Records for the exercise:
⁂

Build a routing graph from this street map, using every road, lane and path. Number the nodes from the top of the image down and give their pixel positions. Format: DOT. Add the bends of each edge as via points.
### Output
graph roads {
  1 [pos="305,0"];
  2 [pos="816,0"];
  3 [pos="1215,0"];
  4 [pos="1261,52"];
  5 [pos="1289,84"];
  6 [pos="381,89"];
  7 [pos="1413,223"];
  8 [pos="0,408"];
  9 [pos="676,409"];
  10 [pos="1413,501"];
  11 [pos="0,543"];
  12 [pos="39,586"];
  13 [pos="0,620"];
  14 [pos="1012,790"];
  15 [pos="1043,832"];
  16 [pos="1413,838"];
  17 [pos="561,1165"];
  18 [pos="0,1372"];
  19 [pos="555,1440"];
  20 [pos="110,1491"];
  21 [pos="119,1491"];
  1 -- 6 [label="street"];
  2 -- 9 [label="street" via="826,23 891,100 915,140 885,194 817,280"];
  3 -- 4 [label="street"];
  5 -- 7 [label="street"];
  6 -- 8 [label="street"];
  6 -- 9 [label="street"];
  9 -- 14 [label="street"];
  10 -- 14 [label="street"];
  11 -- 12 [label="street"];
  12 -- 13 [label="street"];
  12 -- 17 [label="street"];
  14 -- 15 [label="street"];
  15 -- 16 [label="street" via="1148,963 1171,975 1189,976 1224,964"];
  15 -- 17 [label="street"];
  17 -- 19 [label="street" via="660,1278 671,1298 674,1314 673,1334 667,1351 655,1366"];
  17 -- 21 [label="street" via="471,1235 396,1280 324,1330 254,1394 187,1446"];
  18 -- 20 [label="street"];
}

⁂

What is required: Line count for the word "graph": please state how many lines of the records above contain it, and nothing else.

Response box: 2